* ABOUT THIS EXERCISE: Where a line of the records contains the word "dead", show that line.

* RECORDS FOR THE EXERCISE:

┄┄┄┄┄┄

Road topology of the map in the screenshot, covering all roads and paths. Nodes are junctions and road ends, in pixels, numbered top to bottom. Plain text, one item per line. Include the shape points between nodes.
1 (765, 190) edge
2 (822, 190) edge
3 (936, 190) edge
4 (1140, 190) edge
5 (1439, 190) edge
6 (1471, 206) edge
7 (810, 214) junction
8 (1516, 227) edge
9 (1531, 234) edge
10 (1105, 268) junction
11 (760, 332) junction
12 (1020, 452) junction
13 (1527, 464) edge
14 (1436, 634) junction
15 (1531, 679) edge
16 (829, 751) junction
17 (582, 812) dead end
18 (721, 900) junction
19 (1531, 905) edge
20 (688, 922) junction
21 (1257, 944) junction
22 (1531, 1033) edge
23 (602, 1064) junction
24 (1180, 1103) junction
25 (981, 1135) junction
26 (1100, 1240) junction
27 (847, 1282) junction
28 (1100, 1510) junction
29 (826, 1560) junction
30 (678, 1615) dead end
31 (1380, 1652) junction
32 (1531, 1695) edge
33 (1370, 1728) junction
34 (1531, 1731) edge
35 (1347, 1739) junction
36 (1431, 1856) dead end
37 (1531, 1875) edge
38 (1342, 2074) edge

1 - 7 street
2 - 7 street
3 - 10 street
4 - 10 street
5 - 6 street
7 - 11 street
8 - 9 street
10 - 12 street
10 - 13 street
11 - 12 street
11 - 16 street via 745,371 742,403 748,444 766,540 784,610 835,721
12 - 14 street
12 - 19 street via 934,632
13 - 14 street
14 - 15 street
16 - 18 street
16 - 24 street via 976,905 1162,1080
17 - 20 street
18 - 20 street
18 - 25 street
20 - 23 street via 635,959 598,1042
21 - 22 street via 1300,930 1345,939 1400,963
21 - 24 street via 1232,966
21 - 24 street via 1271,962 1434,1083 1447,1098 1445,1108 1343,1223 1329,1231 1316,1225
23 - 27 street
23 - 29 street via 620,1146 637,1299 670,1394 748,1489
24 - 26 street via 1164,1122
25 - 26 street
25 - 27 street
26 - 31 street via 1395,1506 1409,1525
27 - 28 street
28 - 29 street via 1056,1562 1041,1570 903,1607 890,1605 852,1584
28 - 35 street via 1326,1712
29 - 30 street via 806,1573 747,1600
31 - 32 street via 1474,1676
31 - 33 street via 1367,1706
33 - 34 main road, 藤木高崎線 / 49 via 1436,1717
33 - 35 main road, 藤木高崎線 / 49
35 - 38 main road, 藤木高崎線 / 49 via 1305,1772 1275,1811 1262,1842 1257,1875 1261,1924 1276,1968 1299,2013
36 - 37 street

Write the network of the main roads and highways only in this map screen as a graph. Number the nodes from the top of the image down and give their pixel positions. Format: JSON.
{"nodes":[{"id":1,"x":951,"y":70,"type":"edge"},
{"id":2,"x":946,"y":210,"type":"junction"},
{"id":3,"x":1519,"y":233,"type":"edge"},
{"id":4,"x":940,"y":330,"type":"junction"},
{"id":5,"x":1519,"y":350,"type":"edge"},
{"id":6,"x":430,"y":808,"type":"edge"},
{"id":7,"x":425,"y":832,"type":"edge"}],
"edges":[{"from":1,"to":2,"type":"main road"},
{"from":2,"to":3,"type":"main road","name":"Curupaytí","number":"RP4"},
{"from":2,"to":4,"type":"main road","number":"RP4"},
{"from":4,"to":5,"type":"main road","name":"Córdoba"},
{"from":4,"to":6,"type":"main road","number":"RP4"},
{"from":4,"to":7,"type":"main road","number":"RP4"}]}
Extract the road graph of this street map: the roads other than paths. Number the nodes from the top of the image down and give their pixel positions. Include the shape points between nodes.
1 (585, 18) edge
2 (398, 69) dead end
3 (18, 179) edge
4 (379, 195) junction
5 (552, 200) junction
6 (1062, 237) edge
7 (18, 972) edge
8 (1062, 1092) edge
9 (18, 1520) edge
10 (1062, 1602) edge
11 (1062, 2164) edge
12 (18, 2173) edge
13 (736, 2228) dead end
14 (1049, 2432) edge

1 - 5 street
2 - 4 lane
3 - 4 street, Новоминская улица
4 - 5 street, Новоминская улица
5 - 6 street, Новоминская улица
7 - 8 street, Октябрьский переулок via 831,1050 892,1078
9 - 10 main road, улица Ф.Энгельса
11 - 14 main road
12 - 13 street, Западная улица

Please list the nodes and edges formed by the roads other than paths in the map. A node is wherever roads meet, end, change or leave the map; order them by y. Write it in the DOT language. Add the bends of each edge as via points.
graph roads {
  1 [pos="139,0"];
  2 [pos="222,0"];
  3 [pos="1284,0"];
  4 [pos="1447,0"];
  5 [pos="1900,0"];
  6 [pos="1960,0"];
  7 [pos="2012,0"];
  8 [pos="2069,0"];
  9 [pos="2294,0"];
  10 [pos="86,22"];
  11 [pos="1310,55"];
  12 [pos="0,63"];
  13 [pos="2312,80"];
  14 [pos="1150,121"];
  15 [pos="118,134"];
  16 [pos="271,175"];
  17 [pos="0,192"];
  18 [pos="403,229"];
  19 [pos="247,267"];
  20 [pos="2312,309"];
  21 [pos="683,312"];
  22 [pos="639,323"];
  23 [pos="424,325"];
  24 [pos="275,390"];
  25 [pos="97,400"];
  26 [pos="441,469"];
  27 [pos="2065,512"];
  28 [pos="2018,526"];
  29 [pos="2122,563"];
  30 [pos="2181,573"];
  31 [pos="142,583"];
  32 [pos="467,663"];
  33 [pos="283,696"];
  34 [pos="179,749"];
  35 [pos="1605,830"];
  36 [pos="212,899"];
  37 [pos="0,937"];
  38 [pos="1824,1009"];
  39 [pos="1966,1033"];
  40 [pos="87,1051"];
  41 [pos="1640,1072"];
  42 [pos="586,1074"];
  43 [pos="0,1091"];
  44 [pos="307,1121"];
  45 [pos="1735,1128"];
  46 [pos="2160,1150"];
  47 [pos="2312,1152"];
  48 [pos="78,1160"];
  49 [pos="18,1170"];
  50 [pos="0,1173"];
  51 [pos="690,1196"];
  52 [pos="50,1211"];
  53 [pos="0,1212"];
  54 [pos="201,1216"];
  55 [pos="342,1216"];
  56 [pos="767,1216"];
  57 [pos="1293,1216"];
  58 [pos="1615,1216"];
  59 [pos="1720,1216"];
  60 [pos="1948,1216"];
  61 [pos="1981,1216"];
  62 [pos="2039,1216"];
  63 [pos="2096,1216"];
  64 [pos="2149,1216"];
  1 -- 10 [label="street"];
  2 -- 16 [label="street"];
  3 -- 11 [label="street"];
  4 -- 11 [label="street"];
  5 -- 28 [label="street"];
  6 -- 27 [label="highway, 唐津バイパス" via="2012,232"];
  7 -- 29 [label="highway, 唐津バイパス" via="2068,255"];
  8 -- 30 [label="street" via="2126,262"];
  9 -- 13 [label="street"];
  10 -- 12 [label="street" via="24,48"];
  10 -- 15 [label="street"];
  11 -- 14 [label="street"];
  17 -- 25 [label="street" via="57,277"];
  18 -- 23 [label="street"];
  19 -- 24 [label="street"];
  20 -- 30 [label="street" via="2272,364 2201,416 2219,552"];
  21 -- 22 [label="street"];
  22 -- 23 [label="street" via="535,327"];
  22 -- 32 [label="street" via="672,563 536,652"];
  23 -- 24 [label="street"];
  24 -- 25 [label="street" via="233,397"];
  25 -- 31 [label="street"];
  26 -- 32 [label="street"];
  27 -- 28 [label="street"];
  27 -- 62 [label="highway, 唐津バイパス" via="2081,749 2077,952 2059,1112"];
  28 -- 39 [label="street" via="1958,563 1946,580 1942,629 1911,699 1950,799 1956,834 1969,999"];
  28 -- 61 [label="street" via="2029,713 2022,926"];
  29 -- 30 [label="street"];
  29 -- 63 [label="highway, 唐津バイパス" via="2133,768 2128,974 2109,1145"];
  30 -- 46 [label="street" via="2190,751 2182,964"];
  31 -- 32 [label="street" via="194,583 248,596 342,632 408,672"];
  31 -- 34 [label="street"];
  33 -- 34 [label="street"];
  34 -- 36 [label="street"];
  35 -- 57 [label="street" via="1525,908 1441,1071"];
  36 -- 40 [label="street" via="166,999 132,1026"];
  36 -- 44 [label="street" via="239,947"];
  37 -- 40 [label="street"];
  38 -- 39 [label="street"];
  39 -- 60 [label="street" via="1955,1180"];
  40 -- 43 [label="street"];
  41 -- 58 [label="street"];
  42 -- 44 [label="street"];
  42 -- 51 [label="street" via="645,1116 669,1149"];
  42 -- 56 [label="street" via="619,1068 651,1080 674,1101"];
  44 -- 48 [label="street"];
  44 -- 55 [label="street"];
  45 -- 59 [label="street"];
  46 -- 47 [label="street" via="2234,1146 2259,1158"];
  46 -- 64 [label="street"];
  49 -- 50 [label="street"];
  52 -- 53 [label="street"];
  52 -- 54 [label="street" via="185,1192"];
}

┄┄┄┄┄┄

* RESPONSE TO THE EXERCISE:
17 (582, 812) dead end
30 (678, 1615) dead end
36 (1431, 1856) dead end
2 (398, 69) dead end
13 (736, 2228) dead end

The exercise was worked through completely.